FastAPI job queue with SQLite-backed persistence for ZnDraw

Project description

ZnDraw Job Management Library

A self-contained FastAPI package for distributed job/task management with SQL persistence.

Integration into your APP

# main.py
import asyncio
from fastapi import FastAPI
from zndraw_joblib.router import router
from zndraw_joblib.dependencies import (
    get_db_session, get_current_identity, get_is_admin
)
from zndraw_joblib.exceptions import ProblemException, problem_exception_handler
from zndraw_joblib.sweeper import run_cleanup_sweeper

# 1. Your actual infrastructure
async def my_real_db_session():
    async with async_session_maker() as session:
        yield session

async def my_get_current_identity(token: str = Depends(oauth2_scheme)) -> str:
    payload = decode_jwt(token)
    return str(payload["sub"])

async def my_get_is_admin(token: str = Depends(oauth2_scheme)) -> bool:
    payload = decode_jwt(token)
    return payload.get("is_admin", False)

app = FastAPI()

# 2. Inject your infra into the package
app.dependency_overrides[get_db_session] = my_real_db_session
app.dependency_overrides[get_current_identity] = my_get_current_identity
app.dependency_overrides[get_is_admin] = my_get_is_admin

# 3. Register exception handler and router
app.add_exception_handler(ProblemException, problem_exception_handler)
app.include_router(router)

# 4. Start background sweeper
@app.on_event("startup")
async def startup():
    asyncio.create_task(
        run_cleanup_sweeper(
            base_url=settings.internal_api_url,
            interval_seconds=30,
        )
    )

Also import the SQLModels in your models.py:

from zndraw_joblib.models import Job, Worker, Task, WorkerJobLink

Authentication Dependencies

The package uses dependency injection passthrough for authentication:

Dependency Returns Used For
get_current_identity str Identifies user/worker for Task.created_by_id and Worker.id
get_is_admin bool Controls access to @global job registration

Host App Requirements

The host app must provide the following endpoint for the client SDK:

GET /v1/me

Returns the current authenticated user/worker identity:

{
  "id": "user_123"
}

Configuration

Settings via environment variables with ZNDRAW_JOBLIB_ prefix:

class JobLibSettings(BaseSettings):
    model_config = SettingsConfigDict(env_prefix="ZNDRAW_JOBLIB_")

    allowed_categories: list[str] = ["modifiers", "selections", "analysis"]
    worker_timeout_seconds: int = 60
    sweeper_interval_seconds: int = 30
    long_poll_max_wait_seconds: int = 120

Job Naming Convention

Jobs use the format: <room_id>:<category>:<name>

  • @global:modifiers:Rotate - global job available to all rooms
  • room_123:modifiers:Rotate - private job for room_123 only

Validation rules:

  • room_id cannot contain @ (reserved for @global) or : (delimiter)
  • category must be in settings.allowed_categories
  • Same job name in same room: schema must match (409 Conflict otherwise)
  • Different rooms can have same job name with different schemas

REST Endpoints

All endpoints prefixed with /v1/joblib (hardcoded in router).

Job Registration

PUT /v1/joblib/rooms/{room_id}/jobs

Register a job for a room.
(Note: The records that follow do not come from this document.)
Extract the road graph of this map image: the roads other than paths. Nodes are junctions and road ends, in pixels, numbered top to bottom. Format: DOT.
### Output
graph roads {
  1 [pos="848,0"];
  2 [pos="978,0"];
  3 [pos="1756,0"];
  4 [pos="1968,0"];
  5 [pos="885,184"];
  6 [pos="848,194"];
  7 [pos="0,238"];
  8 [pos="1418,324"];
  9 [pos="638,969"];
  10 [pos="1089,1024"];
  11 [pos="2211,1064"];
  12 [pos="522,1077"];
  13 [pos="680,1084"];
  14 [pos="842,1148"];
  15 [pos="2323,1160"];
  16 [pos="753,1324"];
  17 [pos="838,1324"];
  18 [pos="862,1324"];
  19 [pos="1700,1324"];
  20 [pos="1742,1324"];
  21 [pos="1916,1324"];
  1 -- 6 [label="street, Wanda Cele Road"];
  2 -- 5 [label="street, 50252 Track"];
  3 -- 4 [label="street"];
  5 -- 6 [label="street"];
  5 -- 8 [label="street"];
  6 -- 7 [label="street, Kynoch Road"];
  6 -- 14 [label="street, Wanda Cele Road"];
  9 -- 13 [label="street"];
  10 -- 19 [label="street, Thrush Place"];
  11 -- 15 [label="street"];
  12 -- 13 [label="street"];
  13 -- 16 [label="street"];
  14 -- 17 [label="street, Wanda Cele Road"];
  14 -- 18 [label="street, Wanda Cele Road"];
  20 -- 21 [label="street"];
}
Use @global as room_id for global jobs.

Request body:

{
  "category": "modifiers",
  "name": "Rotate",
  "schema": { ... }
}
  • @global registration requires admin (get_is_admin)
  • Re-registering validates schema match (409 if mismatch)
  • Creates Worker and WorkerJobLink if not exists

Job Listing

GET /v1/joblib/rooms/{room_id}/jobs     # room + @global jobs
GET /v1/joblib/rooms/@global/jobs       # only global jobs

Job Details

GET /v1/joblib/rooms/{room_id}/jobs/{job_name}

job_name format: <room_id>:<category>:<name>

Task Submission

POST /v1/joblib/rooms/{room_id}/tasks/{job_name}

Returns 202 Accepted with Location header pointing to task status.

Request body:

{
  "payload": { "angle": 90 }
}

Task Claim (Worker)

POST /v1/joblib/tasks/claim

Claims oldest pending task (FIFO) across all jobs the worker is registered for:

SELECT task.* FROM task
JOIN worker_job_link ON task.job_id = worker_job_link.job_id
WHERE worker_job_link.worker_id = :worker_id
  AND task.status = 'pending'
ORDER BY task.created_at ASC
LIMIT 1
FOR UPDATE SKIP LOCKED

Task Status

GET /v1/joblib/tasks/{task_id}

Supports long-polling via Prefer: wait=N header (max 120s). Returns immediately on terminal states.

Task Update

PATCH /v1/joblib/tasks/{task_id}

Valid transitions:

  • pendingclaimed (via /claim)
  • claimedrunning
  • runningcompleted | failed
  • Any → cancelled

Worker Heartbeat

PATCH /v1/joblib/workers/{worker_id}

Updates last_heartbeat. Workers must call periodically during execution.

Worker Deletion

DELETE /v1/joblib/workers/{worker_id}

Explicit cleanup on graceful shutdown.

SQLModel

from enum import Enum
from datetime import datetime, timedelta
from typing import Optional, Any
from uuid import uuid4
import uuid

from sqlalchemy import Column, UniqueConstraint
from sqlalchemy.dialects.postgresql import JSON
from sqlmodel import SQLModel, Field, Relationship


class TaskStatus(str, Enum):
    PENDING = "pending"
    CLAIMED = "claimed"
    RUNNING = "running"
    COMPLETED = "completed"
    FAILED = "failed"
    CANCELLED = "cancelled"


class WorkerJobLink(SQLModel, table=True):
    """Bare M:N link between Worker and Job."""
    worker_id: str = Field(foreign_key="worker.id", primary_key=True)
    job_id: uuid.UUID = Field(foreign_key="job.id", primary_key=True)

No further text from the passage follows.